You might have noticed the recent silence here--I've been busy going on long road trips to visit family. We got back from a 2-week trip to Minnesota and Wisconsin and left town a few days later to drive to northern Ohio.
I was invited to give a presentation about body image and visual media to a group of 120 teenage girls. They were on a week-long campout and had to be evacuated yesterday evening to a nearby church building due to tornadoes and flooding. I gave my presentation this morning, after they'd spent the night sleeping on the floor of the church. Here's an overview of what we talked about:
First, I did a really fast tour through 200 years of Western women's fashion, including Regency, Civil War, and Victorian eras, the Flapper girls of the 1920s, Christian Dior's post-WWII "new look", the lean and leggy 1960s, and current-day supermodels. I displayed pictures of both undergarments and outer clothing to show the girls how drastically the ideal female body has morphed from decade to decade. We looked at average heights and weights of the ideal female body early in this century, compared to today.
We also looked at what body types are marketed to females (uber-slim supermodels) and to males (curvy, busty women with small waists) versus the average American woman. I highlighted some issues raised by former Vogue editor Kirstie Clements; over the past two decades, she has seen models' bodies dramatically slim down, to the point that today's models often faint multiple times during photoshoots and spend a lot of time in hospitals due to near-starvation. I discussed how the majority of American females are dissatisfied with their bodies, due in large part to unattainable beauty ideals.

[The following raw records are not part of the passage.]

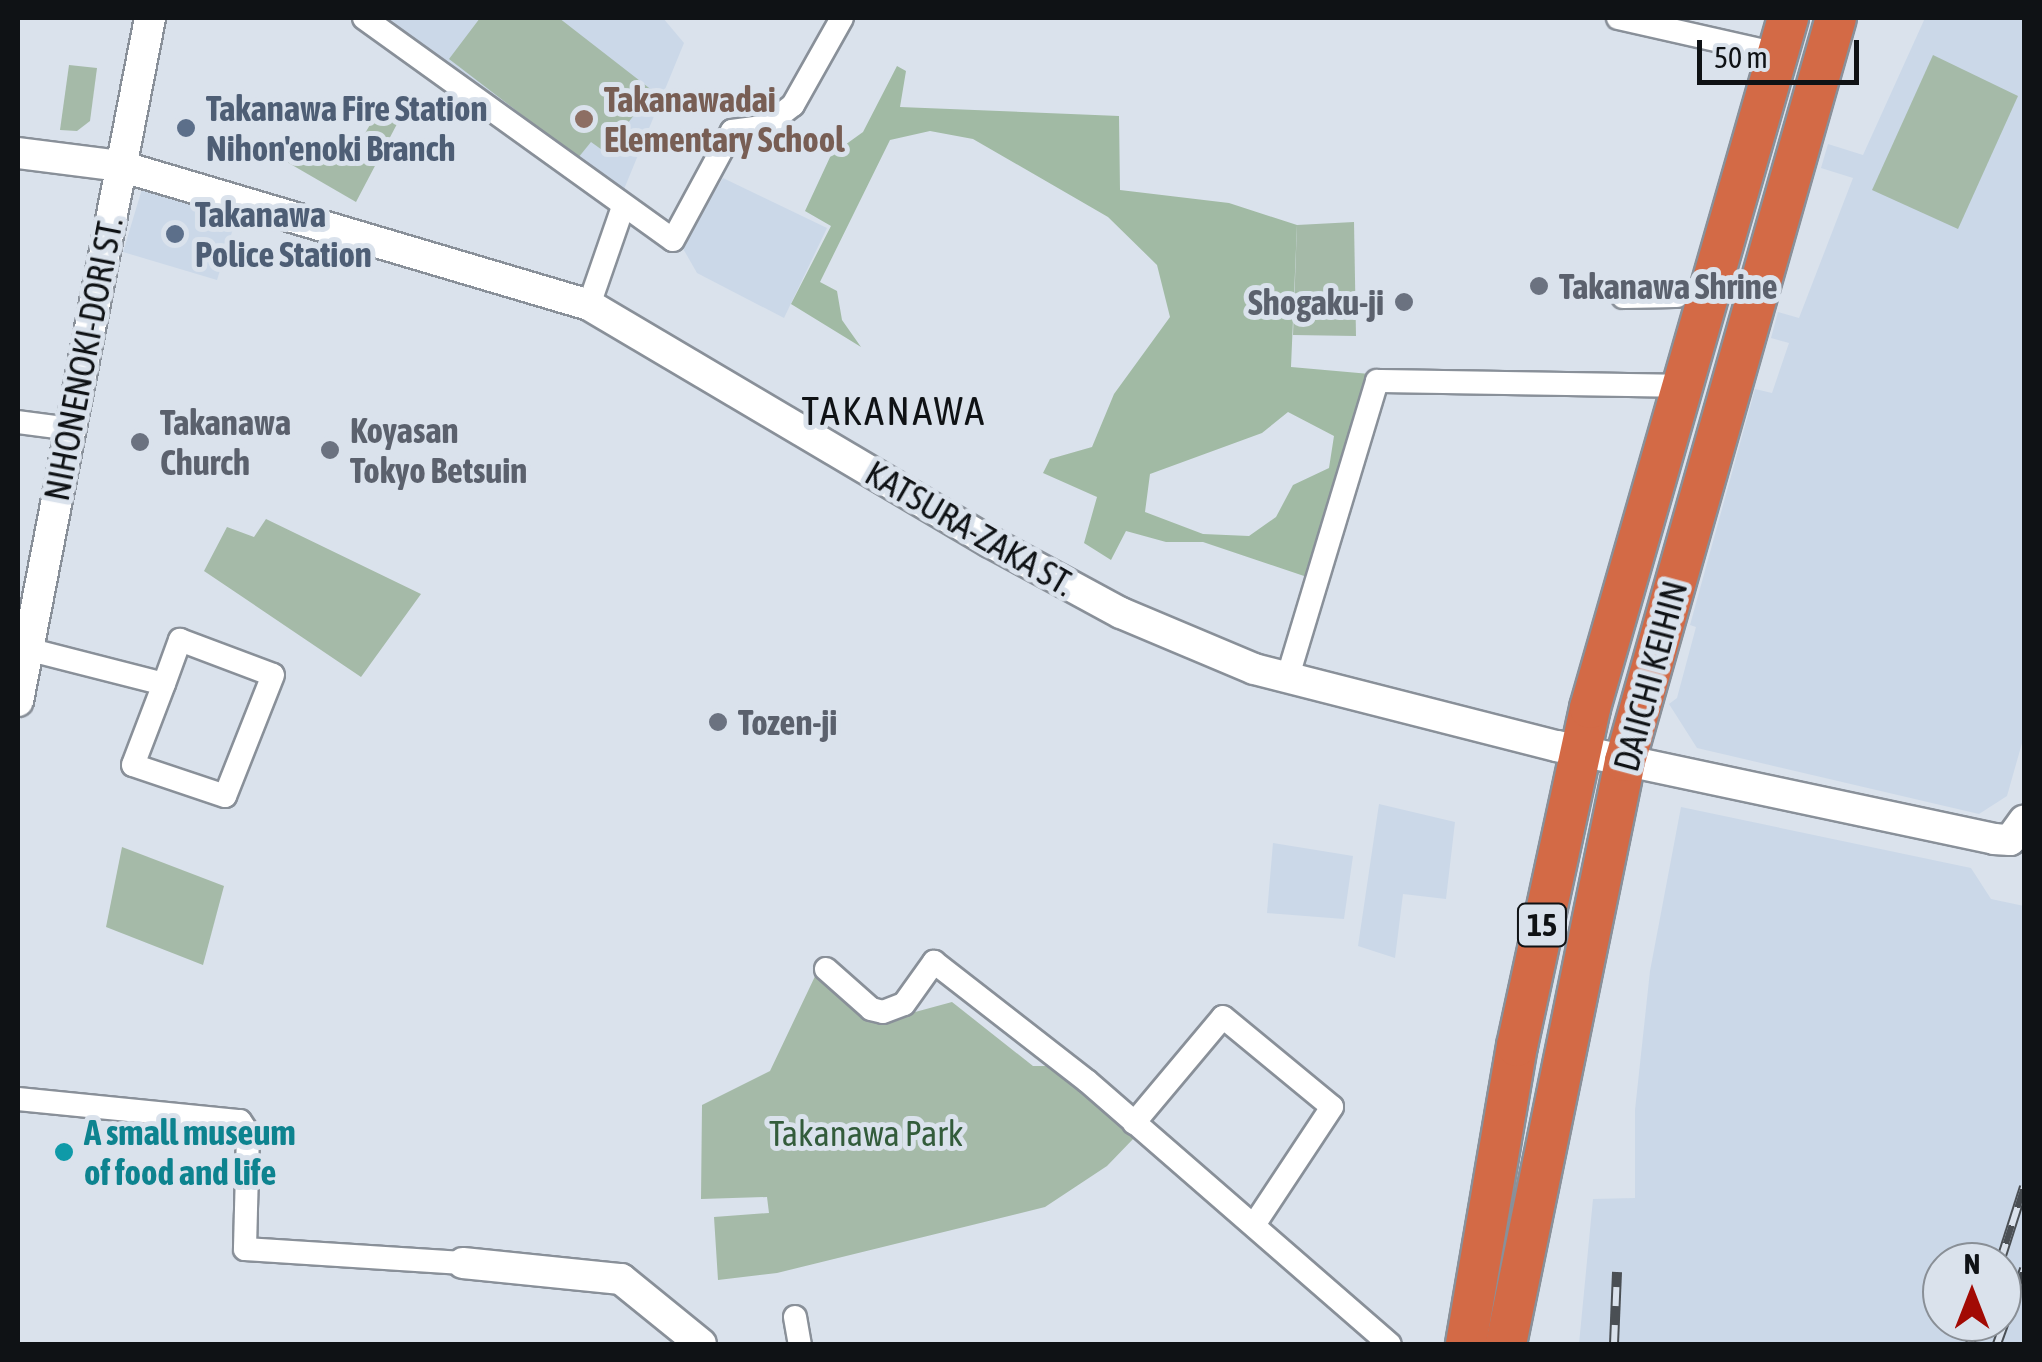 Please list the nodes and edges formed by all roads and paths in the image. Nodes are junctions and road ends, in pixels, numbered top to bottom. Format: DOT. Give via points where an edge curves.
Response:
graph roads {
  1 [pos="150,18"];
  2 [pos="364,18"];
  3 [pos="842,18"];
  4 [pos="1618,18"];
  5 [pos="1836,18"];
  6 [pos="1783,36"];
  7 [pos="18,153"];
  8 [pos="120,166"];
  9 [pos="623,207"];
  10 [pos="1677,296"];
  11 [pos="1622,297"];
  12 [pos="590,305"];
  13 [pos="1678,386"];
  14 [pos="18,422"];
  15 [pos="71,429"];
  16 [pos="26,610"];
  17 [pos="1615,618"];
  18 [pos="1661,630"];
  19 [pos="27,649"];
  20 [pos="1288,676"];
  21 [pos="164,684"];
  22 [pos="18,701"];
  23 [pos="1580,751"];
  24 [pos="1625,761"];
  25 [pos="2024,805"];
  26 [pos="2017,830"];
  27 [pos="826,969"];
  28 [pos="18,1099"];
  29 [pos="1134,1123"];
  30 [pos="1256,1222"];
  31 [pos="463,1263"];
  32 [pos="796,1317"];
  33 [pos="701,1344"];
  34 [pos="800,1344"];
  35 [pos="1390,1344"];
  36 [pos="1466,1344"];
  37 [pos="1506,1344"];
  1 -- 8 [label="street, NIHONENOKI-DORI ST."];
  2 -- 9 [label="street"];
  3 -- 9 [label="street" via="793,105 766,126 732,131 673,240"];
  4 -- 6 [label="street"];
  5 -- 18 [label="highway, DAIICHI KEIHIN / 15"];
  6 -- 13 [label="highway, DAIICHI KEIHIN / 15"];
  7 -- 8 [label="street, KATSURA-ZAKA ST."];
  8 -- 12 [label="street, KATSURA-ZAKA ST."];
  8 -- 15 [label="street, NIHONENOKI-DORI ST."];
  9 -- 12 [label="street"];
  10 -- 11 [label="street"];
  12 -- 20 [label="street, KATSURA-ZAKA ST." via="1121,614 1223,659"];
  13 -- 17 [label="highway, DAIICHI KEIHIN / 15"];
  13 -- 20 [label="street" via="1377,381"];
  14 -- 15 [label="street"];
  15 -- 16 [label="street, NIHONENOKI-DORI ST."];
  16 -- 19 [label="street, NIHONENOKI-DORI ST."];
  17 -- 18 [label="highway"];
  17 -- 23 [label="highway, DAIICHI KEIHIN / 15"];
  18 -- 24 [label="highway, DAIICHI KEIHIN / 15"];
  19 -- 21 [label="street"];
  19 -- 22 [label="street, NIHONENOKI-DORI ST."];
  20 -- 23 [label="street, KATSURA-ZAKA ST."];
  21 -- 21 [label="street" via="180,640 274,675 225,796 133,765"];
  23 -- 24 [label="street, KATSURA-ZAKA ST."];
  23 -- 36 [label="highway, DAIICHI KEIHIN / 15" via="1517,1046"];
  24 -- 26 [label="street, KATSURA-ZAKA ST."];
  24 -- 37 [label="highway, DAIICHI KEIHIN / 15"];
  25 -- 26 [label="street"];
  27 -- 29 [label="street" via="871,1009 884,1012 904,1004 934,962"];
  28 -- 31 [label="street" via="240,1121 248,1133 245,1248"];
  29 -- 30 [label="street"];
  29 -- 30 [label="street" via="1223,1017 1332,1108"];
  30 -- 35 [label="street"];
  31 -- 33 [label="street" via="621,1279"];
  32 -- 34 [label="street"];
}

Next, we discussed our exposure to visual media and how extensive digital manipulation and photoediting is. I used the brilliant site Beauty Redefined for this segment of my presentation, particularly their before and after photoshop exposes. This segment was super, super fun--the girls really got into comparing the before and after images. I also showed some still photos from the Dove Evolution commercial (I didn't have video capability so had to do everything on Powerpoint).
After looking at these images, we talked about how to counteract the sea of visual media that we swim in every day. I showed them this photographer's project: "I like my body because it's magic!" She asked 4-9 year old girls what they liked about their bodies. Their answers were fascinating--they all discussed their bodies in terms of what they could do and experience, not in terms of what they looked like.
I suggested that if we can learn to dislike our bodies and to relate to them primarily in terms of what they look like, we can also deliberately unlearn and reject those attitudes. I emphasized that we need to learn to love our bodies for what they can DO, CREATE, and EXPERIENCE, not for what they look like.
I had so much fun giving the presentation. The girls were very lively and were practically jumping out of their seats to make comments or ask questions.
I know how hard it is to truly feel positively about your body. I've taken multiple graduate courses on these very topics, learned the tools to analyze and break apart visual media and advertising, and yet I still have more negativity than I'd like towards my body. So I get it. It's not just as simple as deciding you'll love your body and poof! you're done.
I shared with the girls that I am 35 years old and I still have many moments where I get frustrated with my body. I don't like how fluffy and bulging my stomach is right now, 3 months postpartum. I have to remind myself that that same body grew four new lives, brought four babies into the world, and nursed four babies. And that's really, really amazing. I had Ivy with me, so they were able to coo over her afterwards.
I'd like to hear how you relate to your body, what you've done for yourself or for your children to counteract the damaging media culture we live in. What has helped? What resources do you like? How can we stay sane when we see an average of 600 photoshopped images per day?